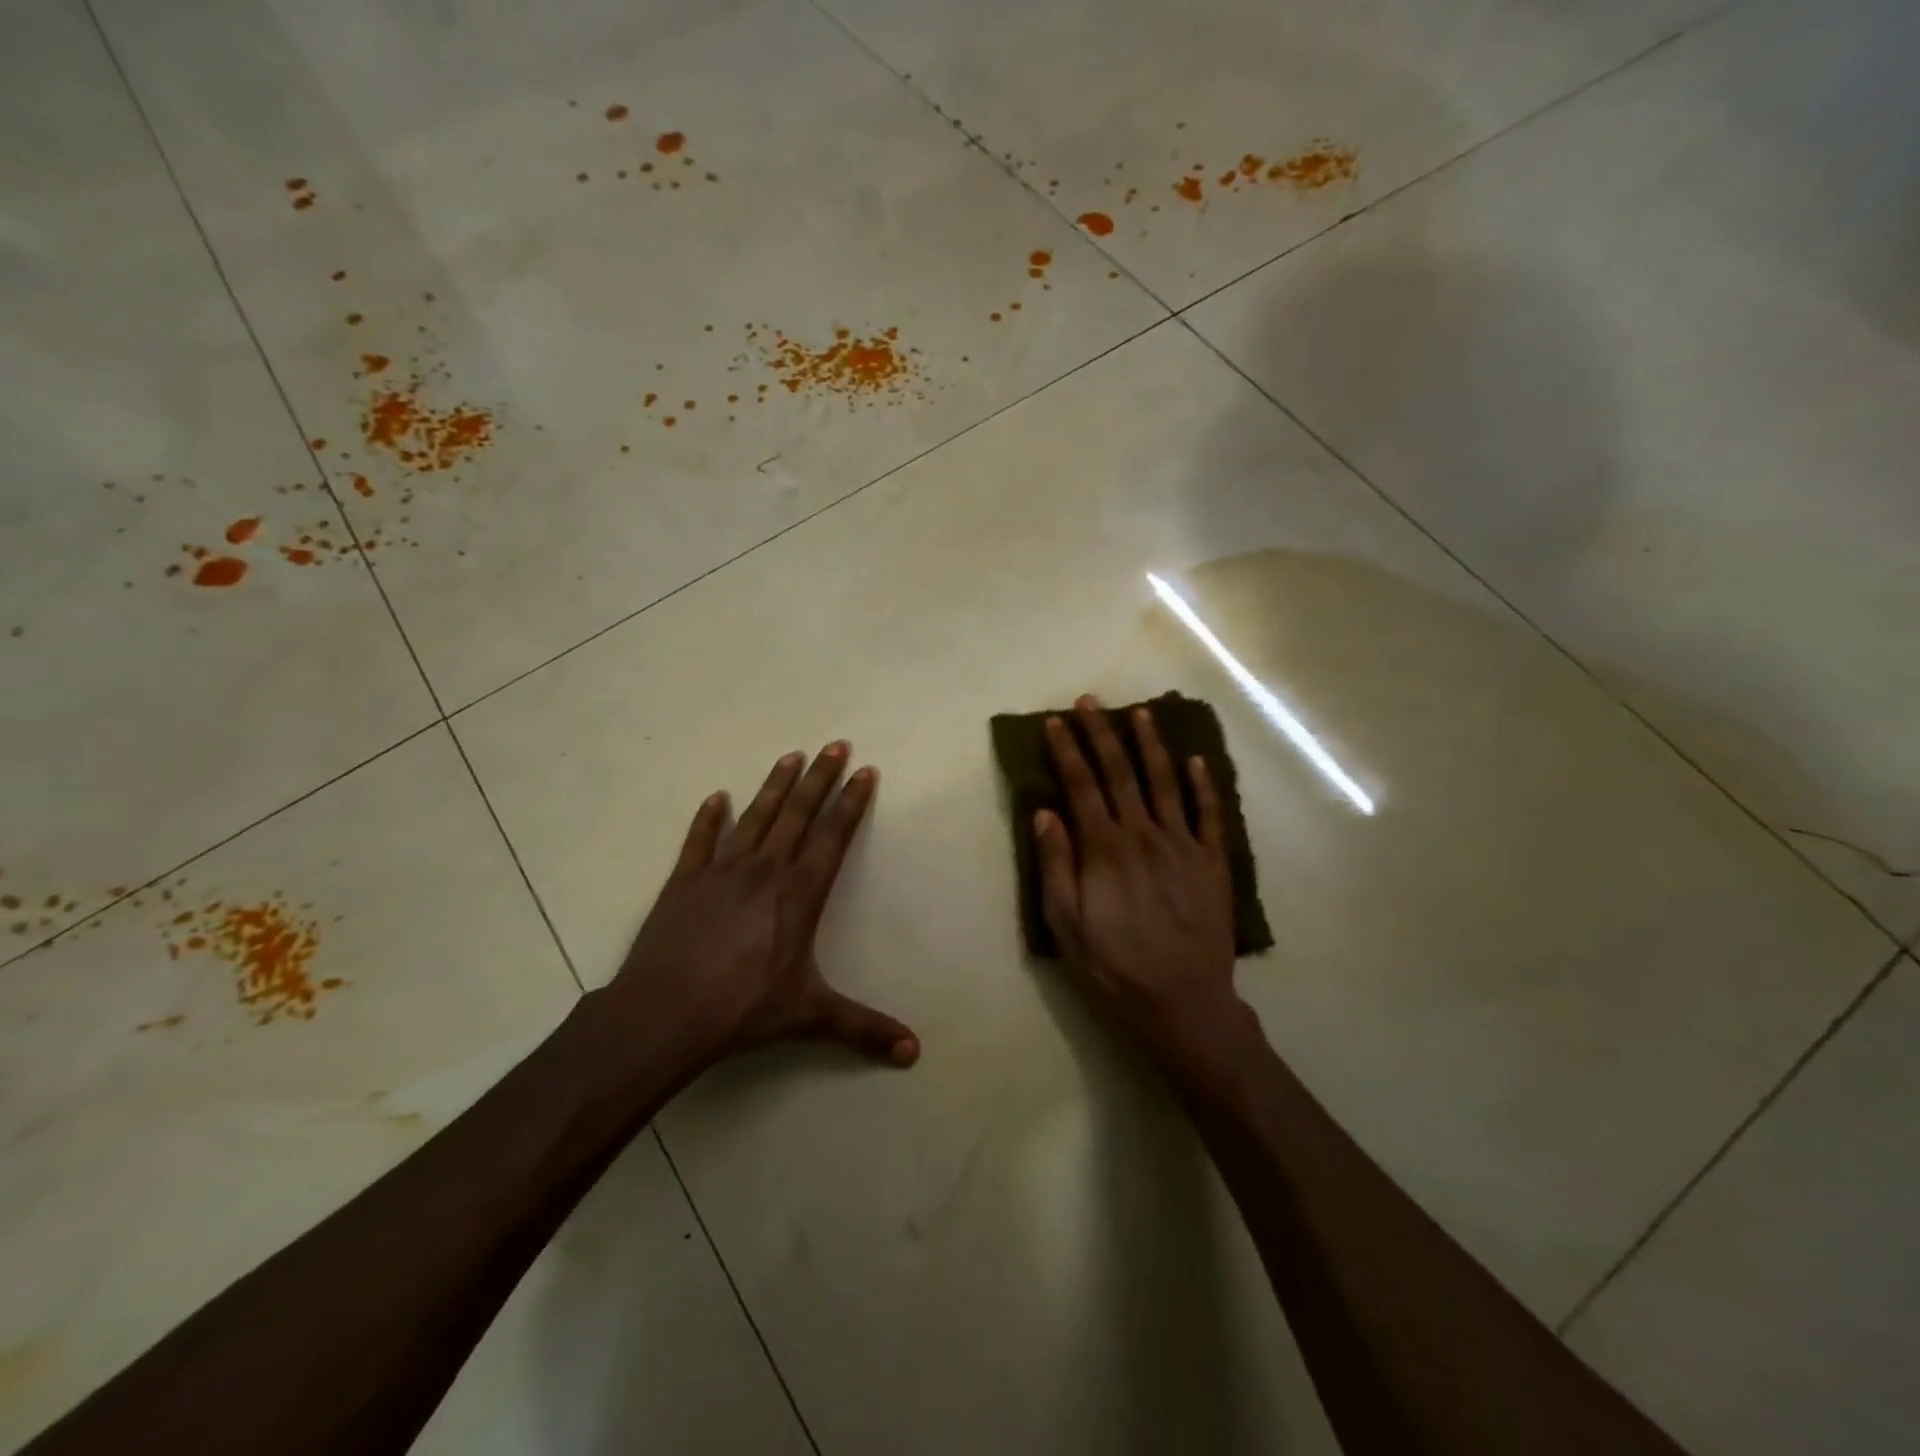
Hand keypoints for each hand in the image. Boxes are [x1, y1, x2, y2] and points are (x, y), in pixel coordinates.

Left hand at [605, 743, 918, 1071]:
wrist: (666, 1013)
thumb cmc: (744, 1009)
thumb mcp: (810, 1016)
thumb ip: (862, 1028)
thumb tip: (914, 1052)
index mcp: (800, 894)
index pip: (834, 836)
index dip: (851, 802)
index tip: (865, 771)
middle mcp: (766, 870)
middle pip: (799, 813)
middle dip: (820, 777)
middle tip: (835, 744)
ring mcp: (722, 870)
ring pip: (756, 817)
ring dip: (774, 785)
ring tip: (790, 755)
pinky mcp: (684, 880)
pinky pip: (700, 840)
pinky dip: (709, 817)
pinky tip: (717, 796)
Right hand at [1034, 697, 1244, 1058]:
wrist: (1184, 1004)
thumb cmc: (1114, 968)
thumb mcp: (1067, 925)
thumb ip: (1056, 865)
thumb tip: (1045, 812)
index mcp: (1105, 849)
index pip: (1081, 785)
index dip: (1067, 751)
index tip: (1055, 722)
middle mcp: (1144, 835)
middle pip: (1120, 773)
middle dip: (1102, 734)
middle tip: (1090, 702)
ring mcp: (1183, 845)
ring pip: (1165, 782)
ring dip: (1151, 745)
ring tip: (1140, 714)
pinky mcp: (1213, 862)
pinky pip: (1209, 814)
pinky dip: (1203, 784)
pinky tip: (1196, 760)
───
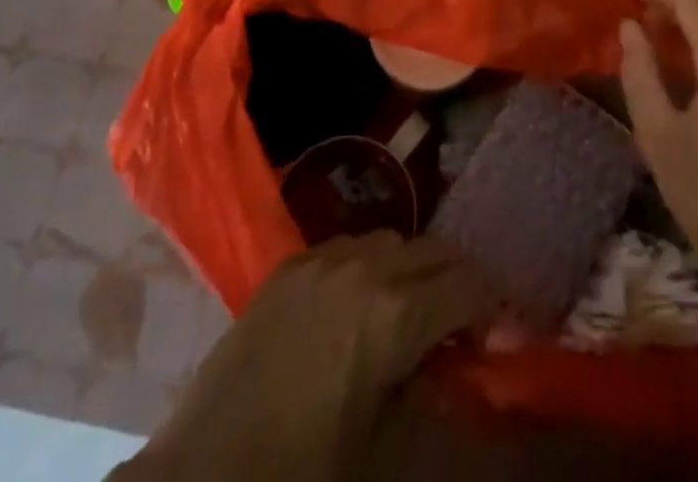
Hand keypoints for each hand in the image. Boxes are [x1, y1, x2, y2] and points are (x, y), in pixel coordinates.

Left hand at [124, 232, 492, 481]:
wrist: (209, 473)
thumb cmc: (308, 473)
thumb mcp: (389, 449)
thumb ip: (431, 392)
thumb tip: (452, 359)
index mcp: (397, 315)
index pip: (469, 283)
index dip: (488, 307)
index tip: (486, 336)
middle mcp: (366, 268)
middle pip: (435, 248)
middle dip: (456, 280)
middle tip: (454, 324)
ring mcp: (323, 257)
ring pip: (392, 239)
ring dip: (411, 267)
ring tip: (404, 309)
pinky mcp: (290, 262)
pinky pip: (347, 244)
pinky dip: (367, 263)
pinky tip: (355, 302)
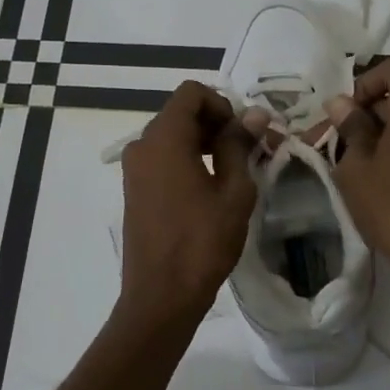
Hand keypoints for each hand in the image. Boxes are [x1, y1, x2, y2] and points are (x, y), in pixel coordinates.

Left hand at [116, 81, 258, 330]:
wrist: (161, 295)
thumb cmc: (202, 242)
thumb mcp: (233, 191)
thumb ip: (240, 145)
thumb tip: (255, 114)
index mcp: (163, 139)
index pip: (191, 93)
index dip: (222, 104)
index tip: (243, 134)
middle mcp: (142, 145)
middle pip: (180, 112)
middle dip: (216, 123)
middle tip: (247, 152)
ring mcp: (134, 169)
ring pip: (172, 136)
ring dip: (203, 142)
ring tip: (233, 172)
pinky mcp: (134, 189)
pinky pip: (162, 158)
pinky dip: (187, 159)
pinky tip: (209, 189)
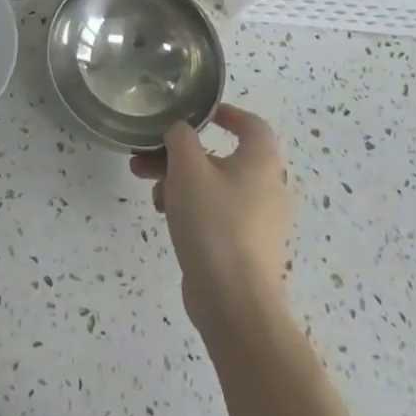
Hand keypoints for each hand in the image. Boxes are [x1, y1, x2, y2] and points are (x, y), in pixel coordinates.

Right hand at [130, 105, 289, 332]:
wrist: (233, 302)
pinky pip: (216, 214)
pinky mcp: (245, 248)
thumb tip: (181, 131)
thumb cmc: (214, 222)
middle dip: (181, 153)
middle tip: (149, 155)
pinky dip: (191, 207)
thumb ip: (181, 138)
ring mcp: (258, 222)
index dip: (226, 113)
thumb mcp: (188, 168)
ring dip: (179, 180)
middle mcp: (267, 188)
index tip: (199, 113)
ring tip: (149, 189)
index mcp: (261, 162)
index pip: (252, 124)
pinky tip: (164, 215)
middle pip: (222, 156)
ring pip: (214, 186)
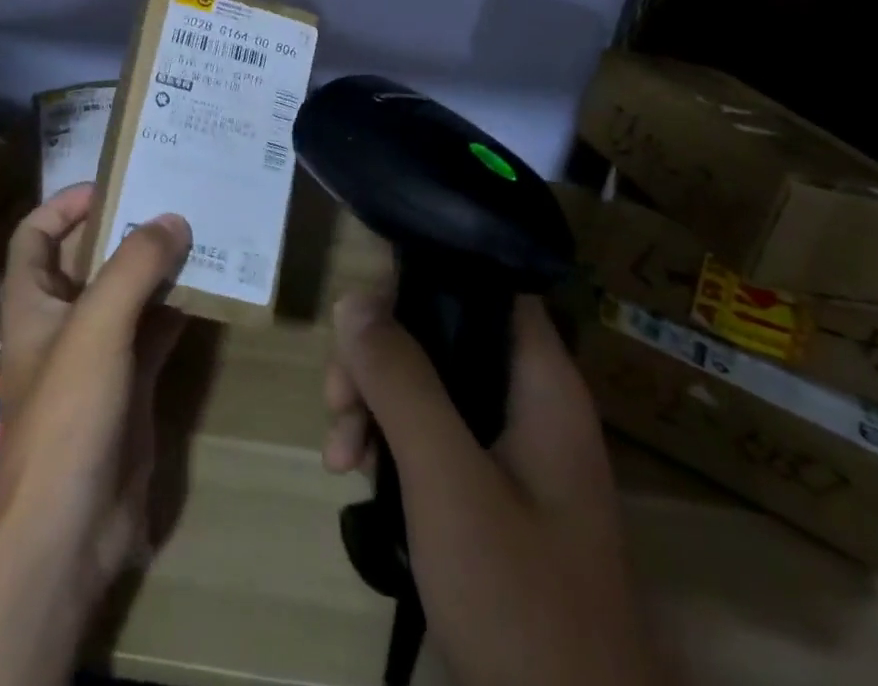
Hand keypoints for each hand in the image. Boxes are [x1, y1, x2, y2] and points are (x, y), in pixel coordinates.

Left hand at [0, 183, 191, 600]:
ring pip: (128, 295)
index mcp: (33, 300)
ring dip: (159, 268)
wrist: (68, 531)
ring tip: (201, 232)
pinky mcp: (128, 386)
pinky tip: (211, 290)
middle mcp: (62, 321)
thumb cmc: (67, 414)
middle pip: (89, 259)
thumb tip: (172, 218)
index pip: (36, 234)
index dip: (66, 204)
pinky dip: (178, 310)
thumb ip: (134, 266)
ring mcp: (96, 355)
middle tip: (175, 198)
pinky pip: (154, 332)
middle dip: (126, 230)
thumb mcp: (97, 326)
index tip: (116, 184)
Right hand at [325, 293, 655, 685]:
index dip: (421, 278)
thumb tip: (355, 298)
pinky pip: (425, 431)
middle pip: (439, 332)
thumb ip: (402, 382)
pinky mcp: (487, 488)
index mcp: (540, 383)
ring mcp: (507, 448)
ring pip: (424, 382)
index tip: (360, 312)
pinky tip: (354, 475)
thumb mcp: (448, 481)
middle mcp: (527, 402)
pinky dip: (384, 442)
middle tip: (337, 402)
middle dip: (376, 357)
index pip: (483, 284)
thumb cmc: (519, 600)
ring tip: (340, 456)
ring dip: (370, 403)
───
* Goal of the exercise
Nothing outside the stretch above, from the line with "thumb ip: (431, 392)" through the line with "pinky tip: (209, 189)", is set down. Transcribe that stretch exactly, ends included, but not its pictures.

* Response to this exercise
thumb ip: (431, 392)
thumb tip: (452, 359)
index mcp: (397, 315)
index pip: (469, 283)
index dip: (488, 307)
index tip: (486, 336)
middle mcp: (366, 268)
middle pip: (435, 248)
middle dip: (456, 280)
middle tip: (454, 324)
ring mcp: (323, 257)
ring pip: (392, 239)
ring dip: (411, 267)
ring tip: (404, 309)
pinky mcp: (290, 262)
pinky pip: (347, 244)
pinky dip: (367, 263)
pinky tip: (355, 302)
Hand keypoints for each hand in the image. Boxes are [x1, y1, x2, y2] and points are (x, y), in pixel coordinates.

Left hand at [116, 81, 258, 330]:
wrist: (161, 295)
thumb cmc: (202, 242)
thumb mcp: (233, 191)
thumb ip: (240, 145)
thumb tip: (255, 114)
index mcp: (163, 139)
index pip: (191, 93)
index dip: (222, 104)
index tip: (243, 134)
middle mcp: (142, 145)
middle pip: (180, 112)
middle dip: (216, 123)
middle tip: (247, 152)
ring mcp: (134, 169)
ring pip: (172, 136)
ring dip: (203, 142)
ring tip: (233, 172)
pinky mcp: (134, 189)
pinky pip: (162, 158)
pinky dip: (187, 159)
pinky tip: (209, 189)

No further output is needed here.